It’s not always clear whether Arne Duncan is pitching his own educational proposals, tooting union horns or being a political hack for President Obama. Perhaps he’s a contrivance of all three.
Whatever the case may be, rest assured the Obama administration and Congress are not going to see eye to eye on school reform in the coming weeks.
Congress and the White House have not been on the same page regarding school reform in a long time — since 2001, when the No Child Left Behind Act (NCLB) passed a bipartisan Congress.
What NCLB did was set a precedent for federalizing public education without U.S. Constitution authority. It also forced school districts to focus more on student testing than classroom teachers, and kicked arts, music and physical education to the curb. And the plan to make all students proficient readers by a certain date was overly ambitious. Obstetricians have a better formula for predicting the birthdate of a full-term baby.
Enough about the past, however. It is time to look forward.
Enter Mr. Duncan and Sen. Lamar Alexander, the Tennessee Republican who served as George H.W. Bush’s education chief in the early 1990s. Mr. Duncan said Monday in a speech at a D.C. school that he wants to move education reform forward by maintaining standardized tests in grades three through eight and in high school.
Now recall that under NCLB, standardized testing was supposed to be the way to hold schools accountable and that a tiered system was developed as a measuring stick. Problem was the stick measured student performance but failed to hold accountable the very teachers who didn’t meet the bar with those underachieving students.
The teachers unions know that.
Civil rights groups know it too. Indeed, nearly 20 such organizations were signatories of the Shared Civil Rights Principles for the Reauthorization of the Elementary and Secondary Education Act.
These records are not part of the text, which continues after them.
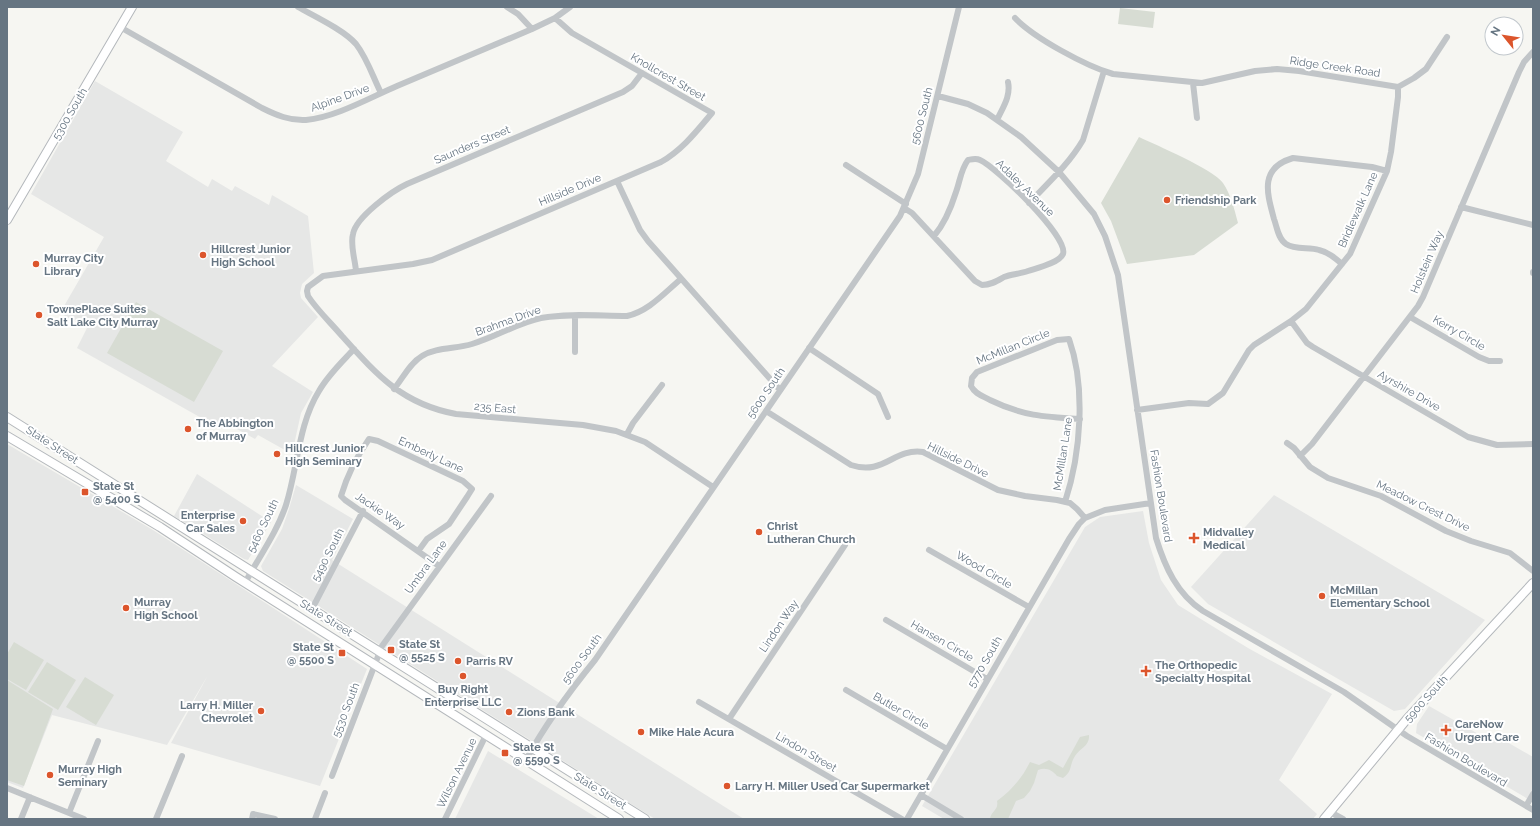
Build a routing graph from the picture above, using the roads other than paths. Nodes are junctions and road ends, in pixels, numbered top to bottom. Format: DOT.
graph roads {
  1 [pos="132,7"];
  2 [pos="298,7"];
  3 [pos="507,7"];
  4 [pos="570,7"];
  5 [pos="959,7"];
  6 [pos="555,18"];
  7 [pos="1014,18"];
  8 [pos="120,27"];
  9 [pos="532,29"];
  10 [pos="1447,37"];
  11 [pos="1533,52"];
  12 [pos="1104,71"];
  13 [pos="642,73"];
  14 [pos="1008,82"];
  15 [pos="1192,83"];
  16 [pos="1398,87"];
  17 [pos="381,93"];
  18 [pos="938,96"];
  19 [pos="1197,118"];
  20 [pos="997,120"];
  21 [pos="846,166"];
  22 [pos="1387,170"];
  23 [pos="1060,172"];
  24 [pos="617,181"];
  25 [pos="1029,203"];
  26 [pos="905,206"];
  27 [pos="1462,207"];
  28 [pos="7,220"];
  29 [pos="1533,225"];
  30 [pos="934,236"];
  31 [pos="1342,264"];
  32 [pos="356,271"];
  33 [pos="681,278"];
  34 [pos="307,294"];
  35 [pos="575,316"];
  36 [pos="1410,317"];
  37 [pos="1291,321"];
  38 [pos="1069,339"];
  39 [pos="809,348"];
  40 [pos="354,349"];
  41 [pos="575,352"];
  42 [pos="1500,361"];
  43 [pos="1364,377"];
  44 [pos="662,385"];
  45 [pos="394,389"];
  46 [pos="780,390"];
  47 [pos="1137,410"];
  48 [pos="766,411"];
  49 [pos="7,417"];
  50 [pos="888,417"];
  51 [pos="1080,419"];
  52 [pos="627,434"];
  53 [pos="7,436"];
  54 [pos="369,439"];
  55 [pos="1287,443"];
  56 [pos="1533,444"];
  57 [pos="1300,456"];
  58 [pos="713,487"];
  59 [pos="491,496"];
  60 [pos="1065,502"];
  61 [pos="1151,503"];
  62 [pos="362,511"];
  63 [pos="1085,518"];
  64 [pos="845,545"];
  65 [pos="419,550"];
  66 [pos="929,550"];
  67 [pos="439,566"];
  68 [pos="1533,570"];
  69 [pos="252,571"];
  70 [pos="246,583"];
  71 [pos="1533,583"];
  72 [pos="1029,607"];
  73 [pos="312,609"];
  74 [pos="886,620"];
  75 [pos="380,652"];
  76 [pos="374,664"];
  77 [pos="987,679"];
  78 [pos="846,690"];
  79 [pos="699,702"];
  80 [pos="729,719"];
  81 [pos="1397,730"];
  82 [pos="486,735"];
  83 [pos="98,741"];
  84 [pos="533,748"];
  85 [pos="947,749"];
  86 [pos="182,756"];
  87 [pos="526,760"];
  88 [pos="332,776"];
  89 [pos="7,788"];
  90 [pos="325,793"];
  91 [pos="1533,794"];
  92 [pos="921,795"];
  93 [pos="30,797"];
  94 [pos="1526,806"];
  95 [pos="1533,810"];
  96 [pos="1330,812"];
  97 [pos="69,813"];
  98 [pos="21,819"];
  99 [pos="84,819"];
  100 [pos="156,819"];
  101 [pos="252,819"];
  102 [pos="275,819"];
  103 [pos="315,819"];
  104 [pos="445,819"];
  105 [pos="619,819"];
  106 [pos="645,819"];
  107 [pos="902,819"];
  108 [pos="907,819"];
  109 [pos="961,819"];
  110 [pos="1324,819"];
  111 [pos="1343,819"];
  1 -- 8 [label="main road, 5300 South"];
  2 -- 17 [label="street"];
  3 -- 9 [label="street"];
  4 -- 6 [label="street, Alpine Drive"];
  5 -- 18 [label="street, 5600 South"];
  6 -- 9 [label="street, Alpine Drive"];
  6 -- 13 [label="street, Knollcrest Street"];
  7 -- 12 [label="street, Ridge Creek Road"];
  8 -- 17 [label="street, Alpine Drive"];
  8 -- 28 [label="main road, 5300 South"];
  9 -- 17 [label="street, Alpine Drive"];
  10 -- 16 [label="street"];
  11 -- 27 [label="street, Holstein Way"];
  12 -- 15 [label="street, Ridge Creek Road"];
  12 -- 23 [label="street"];
  13 -- 24 [label="street, Knollcrest Street"];
  13 -- 32 [label="street, Saunders Street"];
  14 -- 20 [label="street"];
  15 -- 16 [label="street, Ridge Creek Road"];
  15 -- 19 [label="street"];
  16 -- 22 [label="street, Bridlewalk Lane"];
  18 -- 20 [label="street, Fashion Boulevard"];
  18 -- 26 [label="street, 5600 South"];
  20 -- 23 [label="street, Fashion Boulevard"];
  21 -- 26 [label="street"];
  22 -- 31 [label="street, Bridlewalk Lane"];
  22 -- 31 [label="street"];
  23 -- 25 [label="street"];
  23 -- 47 [label="street, Fashion Boulevard"];
  24 -- 32 [label="street, Hillside Drive"];
  24 -- 33 [label="street, Hillside Drive"];
  25 -- 30 [label="street, Adaley Avenue"];
  25 -- 30 [label="street, Adaley Avenue"];
  26 -- 30 [label="street"];
  26 -- 39 [label="street, 5600 South"];
  27 -- 29 [label="street"];
  27 -- 36 [label="street, Holstein Way"];
  31 -- 37 [label="street, Bridlewalk Lane"];
  32 -- 34 [label="street, Hillside Drive"];
  33 -- 35 [label="street, Brahma Drive"];
  33 -- 46 [label="street, Hillside Drive"];
  34 -- 40 [label="street, 235 East"];
  35 -- 41 [label="street"];
  35 -- 45 [label="street, Brahma Drive"];
  36 -- 42 [label="street, Kerry Circle"];
  36 -- 43 [label="street, Holstein Way"];
  37 -- 43 [label="street, Ayrshire Drive"];
  37 -- 47 [label="street, Bridlewalk Lane"];
  38 -- 51 [label="street, McMillan Lane"];
  38 -- 51 [label="street, McMillan Circle"];
  39 -- 46 [label="street, 5600 South"];
  39 -- 50 [label="street"];
  40 -- 45 [label="street, 235 East"];
  40 -- 69 [label="street, 5460 South"];
  43 -- 56 [label="street, Ayrshire Drive"];
  43 -- 57 [label="street, Holstein Way"];
  44 -- 52 [label="street"];
  45 -- 52 [label="street, 235 East"];
  46 -- 48 [label="street, 5600 South"];
  47 -- 61 [label="street, Fashion Boulevard"];
  48 -- 58 [label="street, 5600 South"];
  48 -- 60 [label="street, Hillside Drive"];
  49 -- 69 [label="main road, State Street"];
  51 -- 60 [label="street, McMillan Lane"];
  52 -- 58 [label="street, 235 East"];
  53 -- 70 [label="main road, State Street"];
  54 -- 62 [label="street, Jackie Way"];
  54 -- 65 [label="street, Emberly Lane"];
  55 -- 57 [label="street, Meadow Crest Drive"];
  57 -- 68 [label="street, Meadow Crest Drive"];
  58 -- 84 [label="street, 5600 South"];
  59 -- 67 [label="street, Umbra Lane"];
  60 -- 63 [label="street, Hillside Drive"];
  61 -- 63 [label="street"];
  61 -- 81 [label="street, Fashion Boulevard"];
  62 -- 65 [label="street, Jackie Way"];
  62 -- 73 [label="street, 5490 South"];
  63 -- 72 [label="street, 5770 South"];
  64 -- 80 [label="street, Lindon Way"];
  65 -- 67 [label="street, Jackie Way"];
  66 -- 72 [label="street, Wood Circle"];
  67 -- 75 [label="street, Umbra Lane"];
  69 -- 70 [label="street, 5460 South"];
  69 -- 73 [label="main road, State Street"];
  70 -- 76 [label="main road, State Street"];
  71 -- 81 [label="main road, 5900 South"];
  72 -- 77 [label="street, 5770 South"];
  73 -- 75 [label="main road, State Street"];
  74 -- 77 [label="street, Hansen Circle"];
  75 -- 76 [label="street, 5530 South"];
  75 -- 84 [label="main road, State Street"];
  76 -- 82 [label="main road, State Street"];
  76 -- 88 [label="street, 5530 South"];
  77 -- 85 [label="street, 5770 South"];
  78 -- 85 [label="street, Butler Circle"];
  79 -- 80 [label="street, Lindon Street"];
  80 -- 107 [label="street, Lindon Street"];
  81 -- 94 [label="street, Fashion Boulevard"];
  81 -- 96 [label="main road, 5900 South"];
  82 -- 87 [label="main road, State Street"];
  82 -- 104 [label="street, Wilson Avenue"];
  83 -- 97 [label="street"];
  84 -- 87 [label="street, 5600 South"];
  84 -- 106 [label="main road, State Street"];
  85 -- 92 [label="street, 5770 South"];
  86 -- 100 [label="street"];
  87 -- 105 [label="main road, State Street"];
  89 -- 93 [label="street"];
  90 -- 103 [label="street"];
  91 -- 94 [label="street"];
  92 -- 108 [label="street, 5770 South"];
  92 -- 109 [label="street"];
  93 -- 97 [label="street"];
  93 -- 98 [label="street"];
  94 -- 95 [label="street, Fashion Boulevard"];
  96 -- 110 [label="main road, 5900 South"];
  96 -- 111 [label="street"];
  97 -- 99 [label="street"];
  101 -- 102 [label="street"];
}
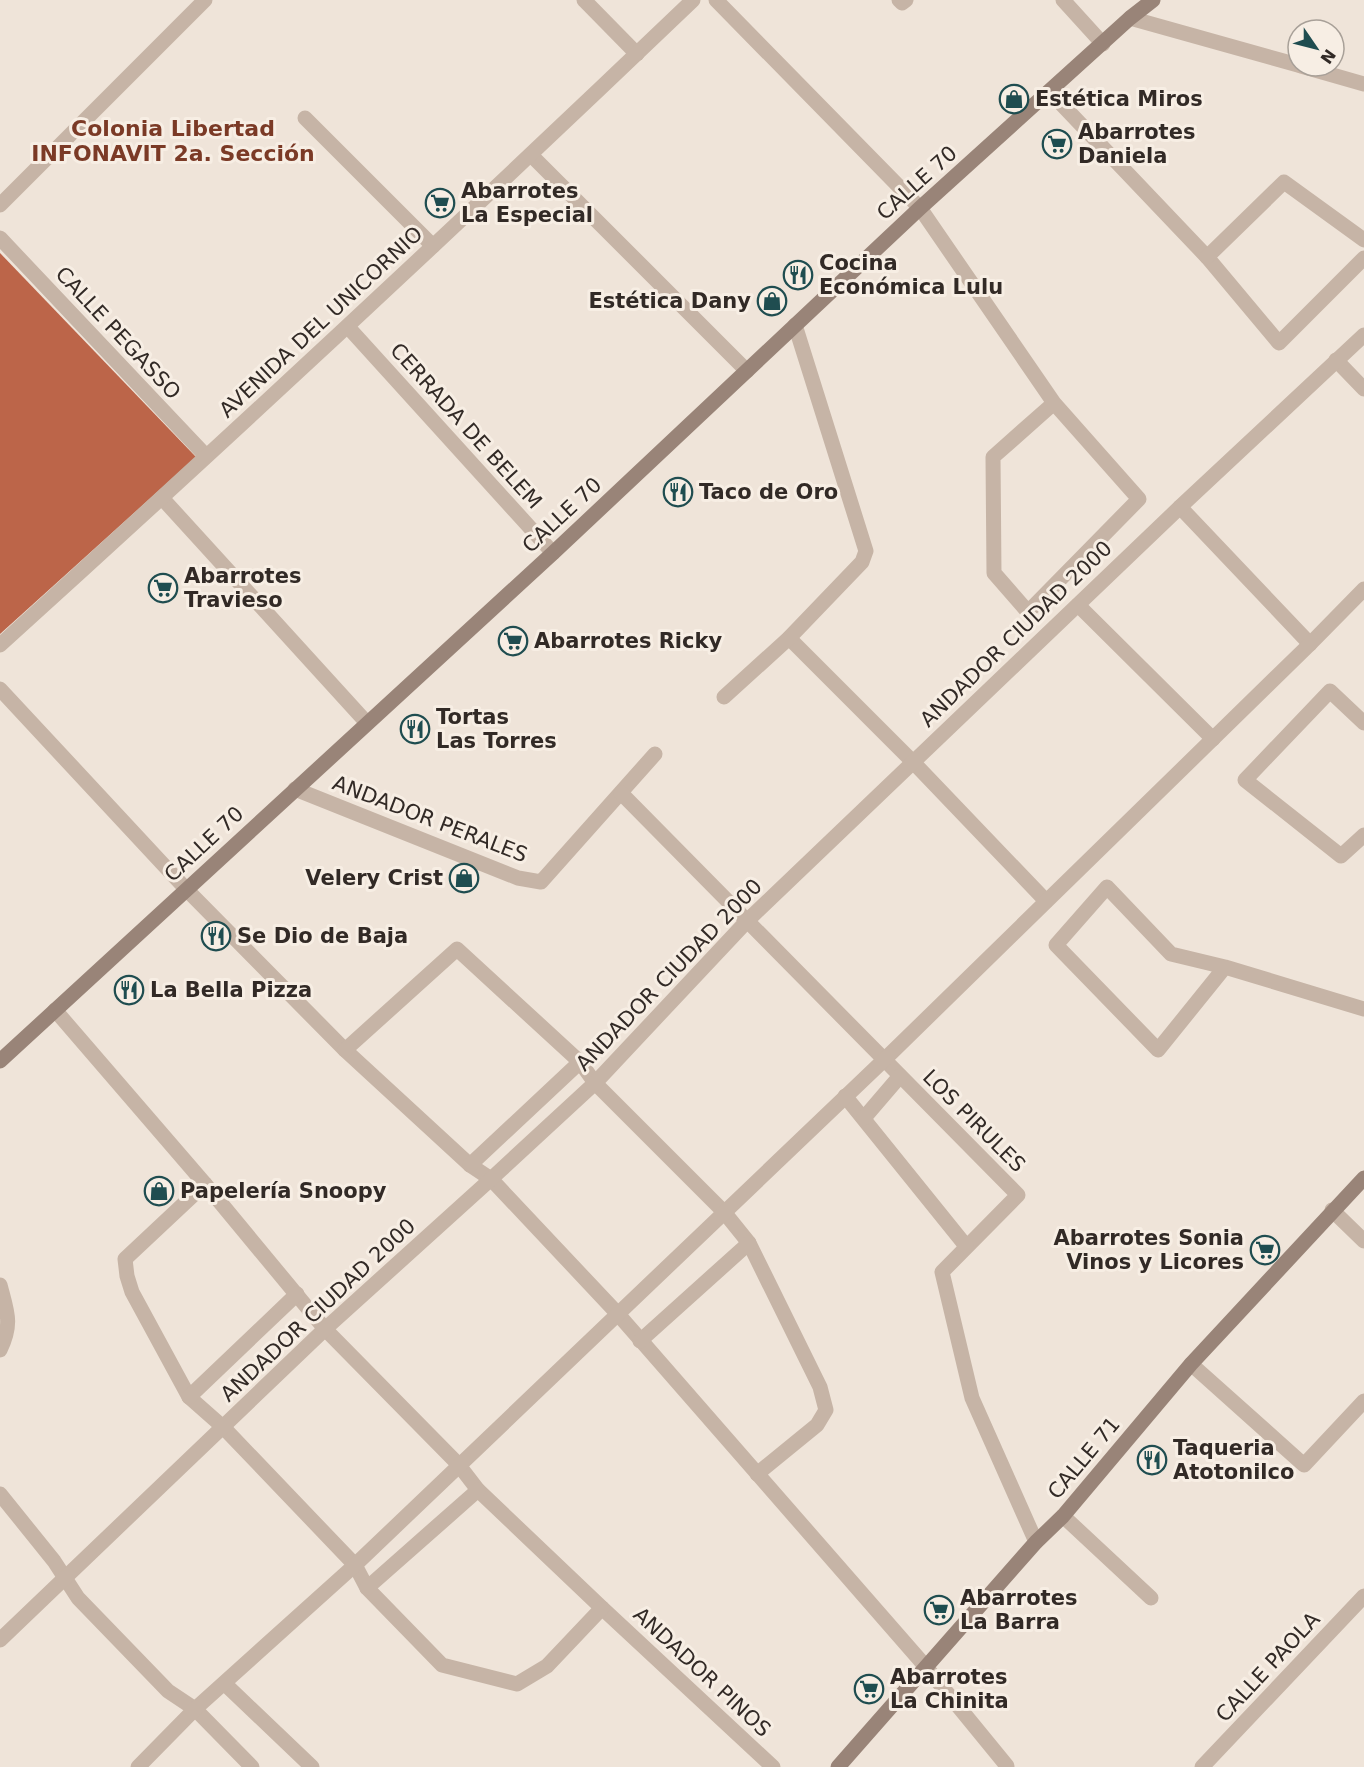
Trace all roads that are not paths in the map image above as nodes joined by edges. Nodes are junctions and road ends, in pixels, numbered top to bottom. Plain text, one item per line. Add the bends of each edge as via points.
1 (584, 0) edge
2 (693, 0) edge
3 (716, 0) edge
4 (1063, 0) edge
5 (1153, 0) edge
6 (201, 1) edge
7 (1130, 18) junction
8 (1103, 44) junction
9 (637, 54) junction
10 (1286, 62) edge
11 (1343, 78) edge
12 (1364, 84) edge
13 (1050, 92) junction
14 (305, 118) dead end
15 (531, 155) junction
16 (0, 205) edge
17 (920, 208) junction
18 (0, 238) edge
19 (1364, 240) edge
20 (433, 246) junction
21 (1207, 257) junction
22 (1364, 258) edge
23 (795, 325) junction
24 (348, 327) junction
25 (1364, 335) edge
26 (1336, 360) junction
27 (747, 371) junction
28 (1364, 388) edge
29 (1054, 403) junction
30 (206, 456) junction
31 (162, 498) junction
32 (1180, 507) junction
33 (553, 553) junction
34 (1364, 588) edge
35 (1078, 604) junction
36 (789, 638) junction
37 (1310, 644) junction
38 (0, 645) edge
39 (0, 689) edge
40 (724, 697) dead end
41 (367, 723) junction
42 (1364, 723) edge
43 (1213, 739) junction
44 (655, 754) dead end
45 (913, 762) junction
46 (294, 789) junction
47 (621, 793) junction
48 (1364, 835) edge
49 (186, 889) junction
50 (1046, 901) junction
51 (748, 920) junction
52 (1225, 967) junction
53 (1364, 1009) edge
54 (56, 1010) junction
55 (345, 1050) junction
56 (1, 1057) edge
57 (885, 1059) junction
58 (580, 1062) junction
59 (900, 1076) junction
60 (595, 1083) junction
61 (845, 1096) junction
62 (864, 1118) junction
63 (470, 1165) junction
64 (1364, 1178) edge
65 (491, 1179) junction
66 (205, 1184) junction
67 (1332, 1210) junction
68 (724, 1212) junction
69 (1364, 1241) edge
70 (749, 1243) junction
71 (966, 1246) junction
72 (0, 1285) edge
73 (297, 1294) junction
74 (617, 1313) junction
75 (325, 1329) junction
76 (640, 1341) junction
77 (0, 1350) edge
78 (1191, 1364) junction
79 (189, 1397) junction
80 (1364, 1401) edge
81 (223, 1427) junction
82 (458, 1464) junction
83 (757, 1474) junction
84 (478, 1490) junction
85 (0, 1494) edge
86 (1063, 1516) junction
87 (1036, 1542) junction
88 (355, 1564) junction
89 (65, 1578) junction
90 (368, 1588) junction
91 (1364, 1596) edge
92 (1151, 1598) dead end
93 (602, 1608) junction
94 (0, 1640) edge
95 (926, 1666) junction
96 (225, 1684) junction
97 (195, 1709) junction
98 (1007, 1766) edge
99 (138, 1767) edge
100 (252, 1767) edge
101 (312, 1767) edge
102 (773, 1767) edge
103 (838, 1767) edge
104 (1202, 1767) edge

1 - 9 street
2 - 9 street, AVENIDA DEL UNICORNIO
3 - 17 street
4 - 8 street
5 - 7 street, CALLE 70
6 - 16 street
7 - 8 street, CALLE 70
7 - 10 street
8 - 13 street, CALLE 70
9 - 15 street, AVENIDA DEL UNICORNIO
11 - 12 street
13 - 17 street, CALLE 70
13 - 21 street
14 - 20 street
15 - 20 street, AVENIDA DEL UNICORNIO
15 - 27 street
17 - 23 street, CALLE 70
17 - 29 street
18 - 30 street, CALLE PEGASSO
19 - 21 street via 1284,182
20 - 24 street, AVENIDA DEL UNICORNIO
21 - 22 street via 1278,343
23 - 27 street, CALLE 70
23 - 36 street via 866,551 862,562
24 - 30 street, AVENIDA DEL UNICORNIO
24 - 33 street, CERRADA DE BELEM
25 - 26 street, ANDADOR CIUDAD 2000
26 - 28 street
26 - 32 street, ANDADOR CIUDAD 2000
27 - 33 street, CALLE 70
29 - 29 street via 1139,498 1028,612 994,573 993,457
30 - 31 street, AVENIDA DEL UNICORNIO
31 - 38 street, AVENIDA DEL UNICORNIO
31 - 41 street
32 - 35 street, ANDADOR CIUDAD 2000
32 - 37 street
33 - 41 street, CALLE 70
34 - 37 street
35 - 43 street
35 - 45 street, ANDADOR CIUDAD 2000
36 - 40 street
36 - 45 street
37 - 43 street
39 - 49 street
41 - 46 street, CALLE 70
42 - 48 street via 1330,691 1245,780 1341,856
43 - 50 street
44 - 47 street, ANDADOR PERALES
45 - 50 street
45 - 51 street, ANDADOR CIUDAD 2000
46 - 47 street, ANDADOR PERALES via 518,878 541,882
46 - 49 street, CALLE 70
47 - 51 street
49 - 54 street, CALLE 70
49 - 55 street
50 - 57 street
51 - 57 street, LOS PIRULES
51 - 60 street, ANDADOR CIUDAD 2000
52 - 52 street via 1171,954 1107,887 1056,945 1158,1050
52 - 53 street
54 - 56 street, CALLE 70
54 - 66 street, ANDADOR PINOS
55 - 58 street via 457,949
55 - 63 street
57 - 59 street, LOS PIRULES
57 - 61 street
58 - 60 street
58 - 63 street
59 - 62 street, LOS PIRULES
59 - 71 street, LOS PIRULES via 1018,1196
60 - 65 street, ANDADOR CIUDAD 2000
60 - 68 street
61 - 62 street
61 - 68 street
62 - 71 street
63 - 65 street
64 - 67 street, CALLE 71
65 - 74 street
65 - 75 street, ANDADOR CIUDAD 2000
66 - 73 street, ANDADOR PINOS
66 - 79 street via 125,1259 132,1292
67 - 69 street
67 - 78 street, CALLE 71
68 - 70 street
68 - 74 street
70 - 76 street
70 - 83 street via 820,1387 826,1410 817,1425
71 - 87 street, LOS PIRULES via 942,1272 972,1398
72 - 77 street via 8,1319
73 - 75 street, ANDADOR PINOS
73 - 79 street
74 - 76 street
74 - 82 street
75 - 81 street, ANDADOR CIUDAD 2000
75 - 82 street, ANDADOR PINOS
76 - 83 street
78 - 80 street via 1304,1465
78 - 86 street, CALLE 71
79 - 81 street, ANDADOR PINOS
81 - 88 street, ANDADOR PINOS
81 - 89 street, ANDADOR CIUDAD 2000
82 - 84 street, ANDADOR PINOS
82 - 88 street
83 - 95 street
84 - 90 street
84 - 93 street, ANDADOR PINOS
85 - 89 street
86 - 87 street, CALLE 71
86 - 92 street
87 - 95 street, CALLE 71
88 - 90 street, ANDADOR PINOS
88 - 96 street
89 - 94 street, ANDADOR CIUDAD 2000
89 - 97 street via 78,1598 168,1691
90 - 93 street, ANDADOR PINOS via 442,1665 518,1684 547,1666
91 - 104 street, CALLE PAOLA
93 - 102 street, ANDADOR PINOS
95 - 98 street
95 - 103 street, CALLE 71
96 - 97 street
96 - 101 street
97 - 99 street
97 - 100 street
The civil rights groups essentially urge the federal government to oversee what instruments a school janitor uses to scrub chewing gum from the underside of a classroom desk and mandate that a schoolhouse in Virginia not be permitted to purchase more toilet paper than Mr. Duncan’s home district of Chicago.
See, standardized tests are not the problem in and of themselves. Student testing is good. Indeed, it is one of the best measuring sticks to determine whether a child in any grade has learned and retained knowledge.
The problem is that classroom teachers are not similarly measured.
So it’s not the test, stupid.
It’s the black eye that NCLB has left on education reform.
For certain, one of the most important offshoots of NCLB was the boost it gave to school choice, allowing parents of children in failed schools to opt out of their underachieving neighborhood schools or the entire public school district if they so chose. Publicly financed vouchers are a huge plus as well.
When Congress began discussing George W. Bush’s NCLB, public charter schools had an enrollment of 300,000 students. The National Alliance for Public Charter Schools reported last February that public charters had more that 2.5 million students across the country.
Thank you, NCLB.
Still, it’s the Congress-Republican-conservative plan that most worries. Will the 2015 plan pull away from federalization, or will it give another black eye to education reform by funding the Obama-Duncan-union plan?
In addition to K-12 education, the Obama administration wants to give away “free” college education. But you know, nothing is “free.” As you know, if it sounds too good to be true, it’s a falsehood.
Those youngsters who were in school when bipartisan support pushed NCLB into the history books are now out of the public school system but not off the public dime.
Is that what we want?
American society at large cannot afford it.